#### PROVIDED DATA:

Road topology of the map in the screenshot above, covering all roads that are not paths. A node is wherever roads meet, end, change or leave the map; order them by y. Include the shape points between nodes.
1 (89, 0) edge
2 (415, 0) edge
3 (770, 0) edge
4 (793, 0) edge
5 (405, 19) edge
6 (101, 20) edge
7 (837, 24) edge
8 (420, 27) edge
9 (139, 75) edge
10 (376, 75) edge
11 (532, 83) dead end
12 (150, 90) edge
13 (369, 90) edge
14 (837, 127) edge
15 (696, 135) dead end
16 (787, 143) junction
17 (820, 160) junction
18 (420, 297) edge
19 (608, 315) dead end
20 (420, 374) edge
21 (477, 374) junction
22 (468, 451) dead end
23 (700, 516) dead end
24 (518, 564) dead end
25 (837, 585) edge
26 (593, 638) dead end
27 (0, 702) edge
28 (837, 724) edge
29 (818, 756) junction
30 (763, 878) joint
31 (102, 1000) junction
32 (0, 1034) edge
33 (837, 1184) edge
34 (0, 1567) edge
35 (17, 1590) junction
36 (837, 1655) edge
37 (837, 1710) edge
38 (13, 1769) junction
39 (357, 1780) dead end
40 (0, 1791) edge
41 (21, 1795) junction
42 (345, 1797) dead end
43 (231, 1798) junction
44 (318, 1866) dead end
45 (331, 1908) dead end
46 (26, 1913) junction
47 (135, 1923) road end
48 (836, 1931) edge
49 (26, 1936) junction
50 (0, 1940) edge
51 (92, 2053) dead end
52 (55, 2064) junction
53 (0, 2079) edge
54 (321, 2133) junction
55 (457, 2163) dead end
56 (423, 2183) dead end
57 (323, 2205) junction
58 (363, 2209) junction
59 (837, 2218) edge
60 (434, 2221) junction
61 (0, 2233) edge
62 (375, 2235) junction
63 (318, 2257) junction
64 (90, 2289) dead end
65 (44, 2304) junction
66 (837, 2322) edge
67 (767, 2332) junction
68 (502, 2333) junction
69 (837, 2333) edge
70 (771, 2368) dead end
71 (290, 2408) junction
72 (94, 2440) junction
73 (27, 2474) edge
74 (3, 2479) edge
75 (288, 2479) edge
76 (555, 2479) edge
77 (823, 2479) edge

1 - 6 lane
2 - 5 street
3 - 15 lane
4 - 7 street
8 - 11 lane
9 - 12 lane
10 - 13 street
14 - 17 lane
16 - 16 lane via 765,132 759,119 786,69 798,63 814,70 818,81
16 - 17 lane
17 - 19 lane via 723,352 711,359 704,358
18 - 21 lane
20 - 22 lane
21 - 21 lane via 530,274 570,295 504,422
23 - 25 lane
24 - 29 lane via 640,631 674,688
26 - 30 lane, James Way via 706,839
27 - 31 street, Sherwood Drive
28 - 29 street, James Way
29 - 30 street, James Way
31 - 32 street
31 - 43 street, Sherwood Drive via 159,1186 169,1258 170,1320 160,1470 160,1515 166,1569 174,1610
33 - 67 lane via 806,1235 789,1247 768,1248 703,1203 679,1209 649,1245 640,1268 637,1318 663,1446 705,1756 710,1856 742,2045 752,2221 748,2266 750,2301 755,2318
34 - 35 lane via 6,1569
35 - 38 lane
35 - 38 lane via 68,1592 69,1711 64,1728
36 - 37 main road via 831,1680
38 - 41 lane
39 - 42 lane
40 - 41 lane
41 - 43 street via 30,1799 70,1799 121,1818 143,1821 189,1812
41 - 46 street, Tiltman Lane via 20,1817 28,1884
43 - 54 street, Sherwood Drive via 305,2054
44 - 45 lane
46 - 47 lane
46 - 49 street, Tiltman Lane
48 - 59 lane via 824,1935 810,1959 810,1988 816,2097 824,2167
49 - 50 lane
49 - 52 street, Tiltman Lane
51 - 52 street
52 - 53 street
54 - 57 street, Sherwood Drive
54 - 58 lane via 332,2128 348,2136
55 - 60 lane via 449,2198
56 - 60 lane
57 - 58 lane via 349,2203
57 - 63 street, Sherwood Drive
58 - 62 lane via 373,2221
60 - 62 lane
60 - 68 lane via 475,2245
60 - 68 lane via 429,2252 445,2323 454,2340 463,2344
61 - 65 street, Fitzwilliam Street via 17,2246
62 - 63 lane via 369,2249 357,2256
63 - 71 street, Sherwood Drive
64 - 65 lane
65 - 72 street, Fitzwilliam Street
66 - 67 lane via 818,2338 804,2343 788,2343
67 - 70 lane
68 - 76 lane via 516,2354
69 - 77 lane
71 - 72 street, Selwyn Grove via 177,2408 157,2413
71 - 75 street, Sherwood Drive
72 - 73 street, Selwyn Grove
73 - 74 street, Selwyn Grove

#### ACTIVITY:
Gather up every line in the data above that contains the word "Grove", copying each one.

#### SOLUTION BELOW:
71 - 72 street, Selwyn Grove via 177,2408 157,2413
72 - 73 street, Selwyn Grove
73 - 74 street, Selwyn Grove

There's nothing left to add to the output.